Task statement:
Begin with the first line of the entries below. Copy each line exactly, stopping after the one that contains "Which roads connect".

Supplied material:
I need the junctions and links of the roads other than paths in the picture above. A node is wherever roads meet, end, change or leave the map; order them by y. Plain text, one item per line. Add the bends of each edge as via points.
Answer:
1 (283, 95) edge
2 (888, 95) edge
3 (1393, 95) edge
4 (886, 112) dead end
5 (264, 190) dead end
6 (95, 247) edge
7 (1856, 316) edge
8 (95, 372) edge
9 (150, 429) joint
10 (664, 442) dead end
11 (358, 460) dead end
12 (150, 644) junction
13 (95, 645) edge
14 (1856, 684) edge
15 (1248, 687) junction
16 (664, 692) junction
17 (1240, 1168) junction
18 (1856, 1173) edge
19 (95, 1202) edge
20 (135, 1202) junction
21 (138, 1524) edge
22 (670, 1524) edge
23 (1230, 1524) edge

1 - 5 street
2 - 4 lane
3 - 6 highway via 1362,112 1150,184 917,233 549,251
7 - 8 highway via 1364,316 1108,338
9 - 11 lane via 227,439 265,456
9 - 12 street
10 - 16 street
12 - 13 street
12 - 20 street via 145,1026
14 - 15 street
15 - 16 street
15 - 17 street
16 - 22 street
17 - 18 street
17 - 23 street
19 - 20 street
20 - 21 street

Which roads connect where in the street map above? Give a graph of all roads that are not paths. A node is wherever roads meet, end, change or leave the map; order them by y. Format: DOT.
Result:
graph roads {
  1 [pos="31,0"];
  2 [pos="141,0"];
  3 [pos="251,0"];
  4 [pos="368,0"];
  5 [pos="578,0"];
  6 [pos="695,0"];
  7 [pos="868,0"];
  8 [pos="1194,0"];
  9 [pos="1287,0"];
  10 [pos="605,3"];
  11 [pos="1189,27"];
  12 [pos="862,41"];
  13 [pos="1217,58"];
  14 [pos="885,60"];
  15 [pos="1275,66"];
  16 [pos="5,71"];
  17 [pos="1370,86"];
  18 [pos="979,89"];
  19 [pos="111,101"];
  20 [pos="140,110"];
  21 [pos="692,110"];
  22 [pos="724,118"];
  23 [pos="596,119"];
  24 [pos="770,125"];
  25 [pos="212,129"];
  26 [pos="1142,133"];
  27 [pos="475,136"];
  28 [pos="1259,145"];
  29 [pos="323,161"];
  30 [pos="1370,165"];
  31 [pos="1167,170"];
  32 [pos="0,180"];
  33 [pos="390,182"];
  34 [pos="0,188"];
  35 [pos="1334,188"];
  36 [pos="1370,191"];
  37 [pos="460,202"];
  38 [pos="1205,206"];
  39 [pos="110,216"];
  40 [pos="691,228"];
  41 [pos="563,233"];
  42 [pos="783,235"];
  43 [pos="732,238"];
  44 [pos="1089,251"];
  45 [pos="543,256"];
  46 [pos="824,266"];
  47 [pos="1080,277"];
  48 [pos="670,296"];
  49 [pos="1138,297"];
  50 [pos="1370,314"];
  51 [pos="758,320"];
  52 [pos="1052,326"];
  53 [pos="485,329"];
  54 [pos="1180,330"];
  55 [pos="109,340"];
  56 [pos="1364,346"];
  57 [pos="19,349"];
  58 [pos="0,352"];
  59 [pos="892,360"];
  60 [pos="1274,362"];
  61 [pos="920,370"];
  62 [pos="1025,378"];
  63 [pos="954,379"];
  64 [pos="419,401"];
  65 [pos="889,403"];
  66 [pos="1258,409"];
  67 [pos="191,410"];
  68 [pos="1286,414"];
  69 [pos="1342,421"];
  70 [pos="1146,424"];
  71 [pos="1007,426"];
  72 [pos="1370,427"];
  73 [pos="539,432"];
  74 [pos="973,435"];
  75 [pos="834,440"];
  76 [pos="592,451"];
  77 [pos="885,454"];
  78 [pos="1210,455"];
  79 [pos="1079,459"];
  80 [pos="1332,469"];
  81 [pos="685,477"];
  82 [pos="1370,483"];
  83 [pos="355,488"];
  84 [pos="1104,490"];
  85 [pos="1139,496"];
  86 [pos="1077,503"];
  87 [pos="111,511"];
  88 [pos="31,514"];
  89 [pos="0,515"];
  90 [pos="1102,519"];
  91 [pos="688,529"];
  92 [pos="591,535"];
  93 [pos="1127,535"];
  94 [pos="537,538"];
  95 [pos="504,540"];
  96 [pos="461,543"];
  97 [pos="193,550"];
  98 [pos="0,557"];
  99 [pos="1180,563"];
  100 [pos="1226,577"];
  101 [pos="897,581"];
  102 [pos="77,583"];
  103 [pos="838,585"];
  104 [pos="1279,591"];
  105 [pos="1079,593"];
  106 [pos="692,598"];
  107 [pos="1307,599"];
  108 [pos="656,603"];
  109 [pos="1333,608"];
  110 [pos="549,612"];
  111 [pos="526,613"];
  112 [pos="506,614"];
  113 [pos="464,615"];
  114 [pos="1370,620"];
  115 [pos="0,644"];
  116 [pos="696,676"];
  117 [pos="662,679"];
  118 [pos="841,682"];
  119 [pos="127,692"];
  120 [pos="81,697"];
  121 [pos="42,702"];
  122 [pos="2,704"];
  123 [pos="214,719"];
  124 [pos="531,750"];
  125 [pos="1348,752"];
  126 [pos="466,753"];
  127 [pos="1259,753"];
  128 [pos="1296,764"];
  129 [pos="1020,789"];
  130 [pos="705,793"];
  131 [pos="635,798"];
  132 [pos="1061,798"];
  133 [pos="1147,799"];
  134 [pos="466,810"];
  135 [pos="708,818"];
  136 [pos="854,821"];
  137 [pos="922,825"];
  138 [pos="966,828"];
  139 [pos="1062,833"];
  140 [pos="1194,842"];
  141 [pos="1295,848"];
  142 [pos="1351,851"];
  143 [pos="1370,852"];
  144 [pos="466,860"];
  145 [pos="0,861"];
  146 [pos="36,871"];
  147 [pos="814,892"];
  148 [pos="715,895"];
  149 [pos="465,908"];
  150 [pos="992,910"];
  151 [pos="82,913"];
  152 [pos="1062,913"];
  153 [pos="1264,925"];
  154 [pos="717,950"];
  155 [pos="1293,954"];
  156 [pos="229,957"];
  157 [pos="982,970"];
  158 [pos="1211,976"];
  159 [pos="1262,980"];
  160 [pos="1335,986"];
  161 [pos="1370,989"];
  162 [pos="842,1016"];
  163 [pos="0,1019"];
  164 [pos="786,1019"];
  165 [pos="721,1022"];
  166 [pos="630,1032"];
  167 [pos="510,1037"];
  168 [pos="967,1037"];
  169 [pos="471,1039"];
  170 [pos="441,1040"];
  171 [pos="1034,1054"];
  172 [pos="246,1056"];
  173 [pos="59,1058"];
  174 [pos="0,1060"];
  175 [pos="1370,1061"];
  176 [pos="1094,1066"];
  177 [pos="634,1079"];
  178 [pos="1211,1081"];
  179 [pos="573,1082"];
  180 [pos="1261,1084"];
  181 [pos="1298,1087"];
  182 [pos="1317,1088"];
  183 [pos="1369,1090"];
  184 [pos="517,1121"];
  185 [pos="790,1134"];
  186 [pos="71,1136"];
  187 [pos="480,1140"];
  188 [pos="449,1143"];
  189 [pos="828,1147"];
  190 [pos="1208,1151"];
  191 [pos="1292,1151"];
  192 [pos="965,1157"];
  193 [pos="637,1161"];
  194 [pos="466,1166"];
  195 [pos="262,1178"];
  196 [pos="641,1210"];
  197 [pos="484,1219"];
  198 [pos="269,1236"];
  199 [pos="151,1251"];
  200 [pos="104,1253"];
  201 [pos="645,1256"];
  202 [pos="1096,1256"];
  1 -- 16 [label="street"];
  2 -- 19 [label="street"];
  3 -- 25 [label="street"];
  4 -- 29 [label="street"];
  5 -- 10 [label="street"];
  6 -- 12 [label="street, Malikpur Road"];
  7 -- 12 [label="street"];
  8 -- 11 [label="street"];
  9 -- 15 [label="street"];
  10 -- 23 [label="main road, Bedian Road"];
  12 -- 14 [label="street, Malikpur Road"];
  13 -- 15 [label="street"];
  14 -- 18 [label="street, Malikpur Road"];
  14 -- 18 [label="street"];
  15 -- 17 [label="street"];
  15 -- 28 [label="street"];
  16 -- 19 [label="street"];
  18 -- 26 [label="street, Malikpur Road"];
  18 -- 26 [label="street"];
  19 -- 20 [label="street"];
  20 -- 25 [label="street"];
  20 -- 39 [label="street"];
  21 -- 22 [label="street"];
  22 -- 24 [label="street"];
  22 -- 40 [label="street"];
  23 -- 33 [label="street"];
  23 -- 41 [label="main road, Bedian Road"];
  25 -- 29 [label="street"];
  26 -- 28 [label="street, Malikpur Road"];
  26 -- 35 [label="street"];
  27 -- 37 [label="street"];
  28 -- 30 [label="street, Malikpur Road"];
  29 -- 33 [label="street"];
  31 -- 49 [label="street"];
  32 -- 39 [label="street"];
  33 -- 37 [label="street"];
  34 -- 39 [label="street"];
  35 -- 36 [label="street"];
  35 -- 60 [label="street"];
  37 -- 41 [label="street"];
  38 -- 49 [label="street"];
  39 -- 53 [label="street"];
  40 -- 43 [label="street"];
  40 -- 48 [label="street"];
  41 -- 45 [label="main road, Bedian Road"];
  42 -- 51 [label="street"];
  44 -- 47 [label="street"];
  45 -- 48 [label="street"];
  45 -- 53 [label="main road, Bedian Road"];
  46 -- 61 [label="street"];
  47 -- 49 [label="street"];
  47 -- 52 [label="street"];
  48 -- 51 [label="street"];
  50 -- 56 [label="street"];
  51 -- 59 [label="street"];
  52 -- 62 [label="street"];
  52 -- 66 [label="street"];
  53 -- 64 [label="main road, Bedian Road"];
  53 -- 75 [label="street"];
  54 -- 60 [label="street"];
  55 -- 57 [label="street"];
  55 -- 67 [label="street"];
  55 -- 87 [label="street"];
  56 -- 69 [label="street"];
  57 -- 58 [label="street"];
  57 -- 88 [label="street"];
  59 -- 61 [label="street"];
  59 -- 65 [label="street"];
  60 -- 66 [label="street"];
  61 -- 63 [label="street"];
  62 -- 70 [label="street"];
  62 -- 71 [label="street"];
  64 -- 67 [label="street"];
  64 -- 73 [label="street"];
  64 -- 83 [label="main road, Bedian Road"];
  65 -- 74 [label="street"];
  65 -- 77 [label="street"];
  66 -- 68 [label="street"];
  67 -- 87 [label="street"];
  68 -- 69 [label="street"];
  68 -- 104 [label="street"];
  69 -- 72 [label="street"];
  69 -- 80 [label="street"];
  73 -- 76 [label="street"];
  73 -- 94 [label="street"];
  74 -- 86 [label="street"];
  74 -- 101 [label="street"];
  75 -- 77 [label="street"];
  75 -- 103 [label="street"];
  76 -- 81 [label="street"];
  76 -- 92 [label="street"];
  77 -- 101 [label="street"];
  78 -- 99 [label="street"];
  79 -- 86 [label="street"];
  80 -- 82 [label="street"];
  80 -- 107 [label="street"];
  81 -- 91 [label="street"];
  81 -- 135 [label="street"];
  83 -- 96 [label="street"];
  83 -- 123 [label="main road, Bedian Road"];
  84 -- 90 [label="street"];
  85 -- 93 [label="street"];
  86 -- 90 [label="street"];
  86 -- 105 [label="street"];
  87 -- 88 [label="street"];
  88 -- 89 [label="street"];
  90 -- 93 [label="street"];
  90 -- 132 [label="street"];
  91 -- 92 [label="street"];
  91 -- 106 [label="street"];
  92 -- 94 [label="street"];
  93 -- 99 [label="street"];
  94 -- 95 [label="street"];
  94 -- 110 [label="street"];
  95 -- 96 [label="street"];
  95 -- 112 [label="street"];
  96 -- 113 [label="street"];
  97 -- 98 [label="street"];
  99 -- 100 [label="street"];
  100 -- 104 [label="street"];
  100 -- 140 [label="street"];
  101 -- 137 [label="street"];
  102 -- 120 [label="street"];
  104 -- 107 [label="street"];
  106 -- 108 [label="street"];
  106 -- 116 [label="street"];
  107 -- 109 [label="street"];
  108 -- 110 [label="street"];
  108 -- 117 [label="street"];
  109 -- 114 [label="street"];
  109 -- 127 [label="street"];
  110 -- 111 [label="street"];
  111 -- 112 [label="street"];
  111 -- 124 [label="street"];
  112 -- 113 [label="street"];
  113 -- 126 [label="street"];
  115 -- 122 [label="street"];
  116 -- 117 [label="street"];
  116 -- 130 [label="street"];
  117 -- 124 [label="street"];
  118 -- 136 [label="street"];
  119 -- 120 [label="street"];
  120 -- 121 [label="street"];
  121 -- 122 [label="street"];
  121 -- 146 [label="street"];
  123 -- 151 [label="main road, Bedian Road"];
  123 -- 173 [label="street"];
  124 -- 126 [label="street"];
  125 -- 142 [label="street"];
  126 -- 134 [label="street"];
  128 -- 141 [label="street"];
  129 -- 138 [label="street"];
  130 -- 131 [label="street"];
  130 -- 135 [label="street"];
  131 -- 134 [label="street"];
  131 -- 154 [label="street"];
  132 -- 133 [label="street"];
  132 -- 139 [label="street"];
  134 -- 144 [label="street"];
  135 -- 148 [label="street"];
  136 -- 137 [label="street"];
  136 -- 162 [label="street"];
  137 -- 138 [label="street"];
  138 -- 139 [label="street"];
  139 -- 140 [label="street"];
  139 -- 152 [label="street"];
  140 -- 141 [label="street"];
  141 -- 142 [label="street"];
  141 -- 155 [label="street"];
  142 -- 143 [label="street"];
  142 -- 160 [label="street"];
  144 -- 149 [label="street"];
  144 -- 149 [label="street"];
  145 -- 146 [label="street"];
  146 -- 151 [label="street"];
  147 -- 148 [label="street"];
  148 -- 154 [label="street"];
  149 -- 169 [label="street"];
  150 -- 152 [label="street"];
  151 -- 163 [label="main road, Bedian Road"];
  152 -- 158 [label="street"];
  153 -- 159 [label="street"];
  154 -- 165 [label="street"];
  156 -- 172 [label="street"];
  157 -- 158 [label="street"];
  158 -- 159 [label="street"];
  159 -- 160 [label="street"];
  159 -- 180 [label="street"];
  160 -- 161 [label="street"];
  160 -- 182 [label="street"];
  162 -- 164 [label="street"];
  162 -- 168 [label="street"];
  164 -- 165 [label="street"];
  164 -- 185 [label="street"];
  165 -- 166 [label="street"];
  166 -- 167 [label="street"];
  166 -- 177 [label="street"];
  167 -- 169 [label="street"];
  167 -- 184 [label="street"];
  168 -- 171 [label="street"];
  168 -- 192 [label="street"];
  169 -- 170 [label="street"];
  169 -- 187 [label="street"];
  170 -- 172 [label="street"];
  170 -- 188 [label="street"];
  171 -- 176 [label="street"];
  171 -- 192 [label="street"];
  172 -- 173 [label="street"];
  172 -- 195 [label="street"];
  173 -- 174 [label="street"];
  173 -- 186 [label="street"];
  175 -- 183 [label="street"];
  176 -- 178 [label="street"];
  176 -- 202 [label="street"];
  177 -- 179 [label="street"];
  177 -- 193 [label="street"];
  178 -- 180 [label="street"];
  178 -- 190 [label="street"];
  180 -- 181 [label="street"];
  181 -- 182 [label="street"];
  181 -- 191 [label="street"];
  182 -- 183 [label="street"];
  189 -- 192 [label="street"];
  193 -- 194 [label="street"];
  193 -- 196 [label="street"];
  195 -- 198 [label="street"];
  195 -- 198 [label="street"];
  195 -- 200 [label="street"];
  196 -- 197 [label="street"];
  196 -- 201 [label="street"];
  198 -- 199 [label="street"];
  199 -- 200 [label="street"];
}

Result of the exercise:
I need the junctions and links of the roads other than paths in the picture above. A node is wherever roads meet, end, change or leave the map; order them by y. Plain text, one item per line. Add the bends of each edge as via points.
Answer:
1 (283, 95) edge
2 (888, 95) edge
3 (1393, 95) edge
4 (886, 112) dead end
5 (264, 190) dead end
6 (95, 247) edge
7 (1856, 316) edge
8 (95, 372) edge
9 (150, 429) joint
10 (664, 442) dead end
11 (358, 460) dead end
12 (150, 644) junction
13 (95, 645) edge
14 (1856, 684) edge
15 (1248, 687) junction
16 (664, 692) junction
17 (1240, 1168) junction
18 (1856, 1173) edge
19 (95, 1202) edge
20 (135, 1202) junction
21 (138, 1524) edge
22 (670, 1524) edge
23 (1230, 1524) edge

1 - 5 street
2 - 4 lane
3 - 6 highway via 1362,112 1150,184 917,233 549,251
7 - 8 highway via 1364,316 1108,338
9 - 11 lane via 227,439 265,456
9 - 12 street
10 - 16 street
12 - 13 street
12 - 20 street via 145,1026
14 - 15 street
15 - 16 street
15 - 17 street
16 - 22 street
17 - 18 street
17 - 23 street
19 - 20 street
20 - 21 street

Which roads connect where in the street map above? Give a graph of all roads that are not paths. A node is wherever roads meet, end, change or leave the map; order them by y. Format: DOT.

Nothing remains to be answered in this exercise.